Task statement = Set down all of the lines below exactly as they are given.

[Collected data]
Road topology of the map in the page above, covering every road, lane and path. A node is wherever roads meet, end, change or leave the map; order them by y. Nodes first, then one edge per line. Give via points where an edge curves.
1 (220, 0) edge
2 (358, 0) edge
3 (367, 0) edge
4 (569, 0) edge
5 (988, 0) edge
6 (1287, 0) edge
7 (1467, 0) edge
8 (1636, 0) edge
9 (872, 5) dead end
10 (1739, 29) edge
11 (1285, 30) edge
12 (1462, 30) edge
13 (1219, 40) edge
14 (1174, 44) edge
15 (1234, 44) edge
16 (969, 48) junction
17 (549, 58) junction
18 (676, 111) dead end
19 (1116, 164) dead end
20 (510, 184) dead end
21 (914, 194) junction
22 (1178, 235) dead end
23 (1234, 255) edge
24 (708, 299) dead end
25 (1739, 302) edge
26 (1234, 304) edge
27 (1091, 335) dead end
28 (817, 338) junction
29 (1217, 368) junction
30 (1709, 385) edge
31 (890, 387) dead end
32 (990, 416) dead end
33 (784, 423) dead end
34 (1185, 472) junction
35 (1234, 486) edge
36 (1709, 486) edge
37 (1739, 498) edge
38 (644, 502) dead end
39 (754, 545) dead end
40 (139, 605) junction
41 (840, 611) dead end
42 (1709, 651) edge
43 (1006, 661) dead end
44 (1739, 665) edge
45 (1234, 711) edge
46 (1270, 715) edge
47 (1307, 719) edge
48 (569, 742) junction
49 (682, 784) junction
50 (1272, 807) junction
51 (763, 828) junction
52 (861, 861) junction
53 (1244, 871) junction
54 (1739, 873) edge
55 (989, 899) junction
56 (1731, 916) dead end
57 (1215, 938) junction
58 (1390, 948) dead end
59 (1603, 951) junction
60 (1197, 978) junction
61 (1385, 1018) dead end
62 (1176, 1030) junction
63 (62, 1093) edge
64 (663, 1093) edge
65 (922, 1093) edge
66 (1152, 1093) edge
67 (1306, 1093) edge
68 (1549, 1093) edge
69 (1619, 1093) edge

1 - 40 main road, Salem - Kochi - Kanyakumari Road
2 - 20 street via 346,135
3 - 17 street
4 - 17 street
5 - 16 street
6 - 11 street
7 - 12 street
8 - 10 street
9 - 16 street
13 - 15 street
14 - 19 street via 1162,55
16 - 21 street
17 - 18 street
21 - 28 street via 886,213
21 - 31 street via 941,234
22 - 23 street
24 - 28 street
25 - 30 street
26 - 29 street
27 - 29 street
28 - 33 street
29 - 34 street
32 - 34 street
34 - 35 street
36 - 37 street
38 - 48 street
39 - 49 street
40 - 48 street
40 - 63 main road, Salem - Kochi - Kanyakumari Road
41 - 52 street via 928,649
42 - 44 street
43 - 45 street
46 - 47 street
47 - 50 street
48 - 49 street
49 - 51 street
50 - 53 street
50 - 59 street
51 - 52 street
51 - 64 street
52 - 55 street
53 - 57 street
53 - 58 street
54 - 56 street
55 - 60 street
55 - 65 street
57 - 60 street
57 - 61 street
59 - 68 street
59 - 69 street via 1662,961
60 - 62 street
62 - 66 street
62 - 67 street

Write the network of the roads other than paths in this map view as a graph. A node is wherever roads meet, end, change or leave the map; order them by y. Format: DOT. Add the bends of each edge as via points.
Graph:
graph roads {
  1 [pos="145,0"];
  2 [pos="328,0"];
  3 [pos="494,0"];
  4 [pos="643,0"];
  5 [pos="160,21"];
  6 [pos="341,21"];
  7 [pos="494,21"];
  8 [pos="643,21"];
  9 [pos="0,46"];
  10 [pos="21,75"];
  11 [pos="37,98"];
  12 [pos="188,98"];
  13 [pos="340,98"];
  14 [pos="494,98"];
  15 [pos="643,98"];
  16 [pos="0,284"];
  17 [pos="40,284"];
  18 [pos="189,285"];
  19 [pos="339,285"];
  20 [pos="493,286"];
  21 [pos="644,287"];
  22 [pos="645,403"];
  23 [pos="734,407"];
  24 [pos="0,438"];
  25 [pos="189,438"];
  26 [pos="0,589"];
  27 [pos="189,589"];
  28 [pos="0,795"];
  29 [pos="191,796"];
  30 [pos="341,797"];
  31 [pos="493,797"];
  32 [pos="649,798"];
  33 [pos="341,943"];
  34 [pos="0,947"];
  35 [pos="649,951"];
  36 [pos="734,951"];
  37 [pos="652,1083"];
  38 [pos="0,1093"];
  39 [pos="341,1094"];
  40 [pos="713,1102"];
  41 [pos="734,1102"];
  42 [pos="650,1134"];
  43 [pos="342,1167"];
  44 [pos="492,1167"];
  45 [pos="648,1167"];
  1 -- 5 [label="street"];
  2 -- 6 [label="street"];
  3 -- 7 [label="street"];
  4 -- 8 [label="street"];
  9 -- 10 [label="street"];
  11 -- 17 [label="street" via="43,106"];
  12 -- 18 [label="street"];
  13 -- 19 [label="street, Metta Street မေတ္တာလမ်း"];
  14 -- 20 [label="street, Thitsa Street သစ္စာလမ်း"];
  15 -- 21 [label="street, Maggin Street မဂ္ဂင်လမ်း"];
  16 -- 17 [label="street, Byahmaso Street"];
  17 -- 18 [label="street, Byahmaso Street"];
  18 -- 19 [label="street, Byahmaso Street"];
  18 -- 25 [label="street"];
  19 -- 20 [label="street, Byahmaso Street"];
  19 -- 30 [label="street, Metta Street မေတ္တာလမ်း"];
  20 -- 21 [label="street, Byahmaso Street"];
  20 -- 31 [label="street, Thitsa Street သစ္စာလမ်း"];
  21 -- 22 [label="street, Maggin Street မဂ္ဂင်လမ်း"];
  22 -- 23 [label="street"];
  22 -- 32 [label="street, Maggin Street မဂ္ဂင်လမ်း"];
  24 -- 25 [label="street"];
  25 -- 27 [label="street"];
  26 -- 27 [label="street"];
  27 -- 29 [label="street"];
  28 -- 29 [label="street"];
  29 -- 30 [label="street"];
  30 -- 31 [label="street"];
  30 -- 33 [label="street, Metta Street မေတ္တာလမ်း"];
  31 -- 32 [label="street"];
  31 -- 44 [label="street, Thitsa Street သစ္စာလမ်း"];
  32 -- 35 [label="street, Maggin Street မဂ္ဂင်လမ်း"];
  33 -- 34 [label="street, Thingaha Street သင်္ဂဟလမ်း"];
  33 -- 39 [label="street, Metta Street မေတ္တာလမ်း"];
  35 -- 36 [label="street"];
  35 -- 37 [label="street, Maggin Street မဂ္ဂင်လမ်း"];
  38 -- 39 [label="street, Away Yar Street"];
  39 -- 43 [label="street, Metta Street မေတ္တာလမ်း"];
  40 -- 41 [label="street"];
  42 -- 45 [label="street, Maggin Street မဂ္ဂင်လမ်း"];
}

Response below =
Road topology of the map in the page above, covering every road, lane and path. A node is wherever roads meet, end, change or leave the map; order them by y. Nodes first, then one edge per line. Give via points where an edge curves.
1 (220, 0) edge
2 (358, 0) edge
3 (367, 0) edge
4 (569, 0) edge
5 (988, 0) edge
6 (1287, 0) edge
7 (1467, 0) edge
8 (1636, 0) edge
9 (872, 5) dead end
10 (1739, 29) edge
11 (1285, 30) edge
12 (1462, 30) edge
13 (1219, 40) edge
14 (1174, 44) edge
15 (1234, 44) edge
16 (969, 48) junction
17 (549, 58) junction
18 (676, 111) dead end
19 (1116, 164) dead end
20 (510, 184) dead end
21 (914, 194) junction
22 (1178, 235) dead end
23 (1234, 255) edge
24 (708, 299) dead end
25 (1739, 302) edge
26 (1234, 304) edge
27 (1091, 335) dead end
28 (817, 338) junction
29 (1217, 368) junction
30 (1709, 385) edge
31 (890, 387) dead end
32 (990, 416) dead end
33 (784, 423) dead end
34 (1185, 472) junction
35 (1234, 486) edge
36 (1709, 486) edge
37 (1739, 498) edge
38 (644, 502) dead end
39 (754, 545) dead end
40 (139, 605) junction
41 (840, 611) dead end
42 (1709, 651) edge
43 (1006, 661) dead end
44 (1739, 665) edge
45 (1234, 711) edge
46 (1270, 715) edge
47 (1307, 719) edge
48 (569, 742) junction
49 (682, 784) junction
50 (1272, 807) junction
51 (763, 828) junction
52 (861, 861) junction
53 (1244, 871) junction
54 (1739, 873) edge
55 (989, 899) junction
56 (1731, 916) dead end
57 (1215, 938) junction
58 (1390, 948) dead end
59 (1603, 951) junction
60 (1197, 978) junction
61 (1385, 1018) dead end
62 (1176, 1030) junction
63 (62, 1093) edge
64 (663, 1093) edge
65 (922, 1093) edge
66 (1152, 1093) edge
67 (1306, 1093) edge
68 (1549, 1093) edge
69 (1619, 1093) edge

1 - 40 main road, Salem - Kochi - Kanyakumari Road
2 - 20 street via 346,135
3 - 17 street
4 - 17 street
5 - 16 street
6 - 11 street
7 - 12 street
8 - 10 street
9 - 16 street
13 - 15 street
14 - 19 street via 1162,55
16 - 21 street
17 - 18 street
21 - 28 street via 886,213
21 - 31 street via 941,234
22 - 23 street
24 - 28 street
25 - 30 street
26 - 29 street
27 - 29 street
28 - 33 street
29 - 34 street
32 - 34 street
34 - 35 street
36 - 37 street
38 - 48 street
39 - 49 street
40 - 48 street
40 - 63 main road, Salem - Kochi - Kanyakumari Road
41 - 52 street via 928,649
42 - 44 street
43 - 45 street
46 - 47 street
47 - 50 street
48 - 49 street
49 - 51 street
50 - 53 street
50 - 59 street
51 - 52 street
51 - 64 street
52 - 55 street
53 - 57 street
53 - 58 street
54 - 56 street
55 - 60 street
55 - 65 street
57 - 60 street
57 - 61 street
59 - 68 street
59 - 69 street via 1662,961
60 - 62 street
62 - 66 street
62 - 67 street

Write the network of the roads other than paths in this map view as a graph. A node is wherever roads meet, end, change or leave the map; order them by y. Format: DOT. Add the bends of each edge as via points.
Graph:
graph roads {
  1 [pos="145,0"];
  2 [pos="328,0"];
  3 [pos="494,0"];
  4 [pos="643,0"];
  5 [pos="160,21"];
  6 [pos="341,21"];
  7 [pos="494,21"];
  8 [pos="643,21"];
  9 [pos="0,46"];
  10 [pos="21,75"];
  11 [pos="37,98"];
  12 [pos="188,98"];
  13 [pos="340,98"];
  14 [pos="494,98"];
  15 [pos="643,98"];
  16 [pos="0,284"];
  17 [pos="40,284"];
  18 [pos="189,285"];
  19 [pos="339,285"];
  20 [pos="493,286"];
  21 [pos="644,287"];
  22 [pos="645,403"];
  23 [pos="734,407"];
  24 [pos="0,438"];
  25 [pos="189,438"];
  26 [pos="0,589"];
  27 [pos="189,589"];
  28 [pos="0,795"];
  29 [pos="191,796"];
  30 [pos="341,797"];
  31 [pos="493,797"];
  32 [pos="649,798"];
  33 [pos="341,943"];
  34 [pos="0,947"];
  35 [pos="649,951"];
  36 [pos="734,951"];
  37 [pos="652,1083"];
  38 [pos="0,1093"];
  39 [pos="341,1094"];
  40 [pos="713,1102"];
  41 [pos="734,1102"];
  42 [pos="650,1134"];
  43 [pos="342,1167"];
  44 [pos="492,1167"];
  45 [pos="648,1167"];
  1 -- 5 [label="street"];
  2 -- 6 [label="street"];
  3 -- 7 [label="street"];
  4 -- 8 [label="street"];
  9 -- 10 [label="street"];
  11 -- 17 [label="street" via="43,106"];
  12 -- 18 [label="street"];
  13 -- 19 [label="street, Metta Street မေတ္တာလမ်း"];
  14 -- 20 [label="street, Thitsa Street သစ္စာလမ်း"];
  15 -- 21 [label="street, Maggin Street မဂ္ဂင်လမ်း"];
  16 -- 17 [label="street, Byahmaso Street"];
  17 -- 18 [label="street, Byahmaso Street"];
  18 -- 19 [label="street, Byahmaso Street"];
  18 -- 25 [label="street"];
  19 -- 20 [label="street, Byahmaso Street"];
  19 -- 30 [label="street, Metta Street မေတ္တာလမ်း"];
  20 -- 21 [label="street, Byahmaso Street"];
  20 -- 31 [label="street, Thitsa Street သစ္စာလမ်း"];
  21 -- 22 [label="street, Maggin Street မဂ္ဂင်လမ်း"];
  22 -- 23 [label="street"];
  22 -- 32 [label="street, Maggin Street မဂ္ဂင်လမ်း"];
  24 -- 25 [label="street"];
  25 -- 27 [label="street"];
  26 -- 27 [label="street"];
  27 -- 29 [label="street"];
  28 -- 29 [label="street"];
  29 -- 30 [label="street"];
  30 -- 31 [label="street"];
  30 -- 33 [label="street, Metta Street မေတ္တာလမ်း"];
  31 -- 32 [label="street"];
  31 -- 44 [label="street, Thitsa Street သစ္စာလမ်း"];
  32 -- 35 [label="street, Maggin Street မဂ္ဂင်လမ်း"];
  33 -- 34 [label="street, Thingaha Street သင်္ဂဟလမ်း"];
  33 -- 39 [label="street, Metta Street မေတ္တာလမ်း"];
  35 -- 36 [label="street"];
  35 -- 37 [label="street, Maggin Street မဂ္ဂင်လမ်း"];
  38 -- 39 [label="street, Away Yar Street"];
  39 -- 43 [label="street, Metta Street မေတ္တာလမ်း"];
  40 -- 41 [label="street"];
  42 -- 45 [label="street, Maggin Street မဂ္ဂင်လမ်း"];
}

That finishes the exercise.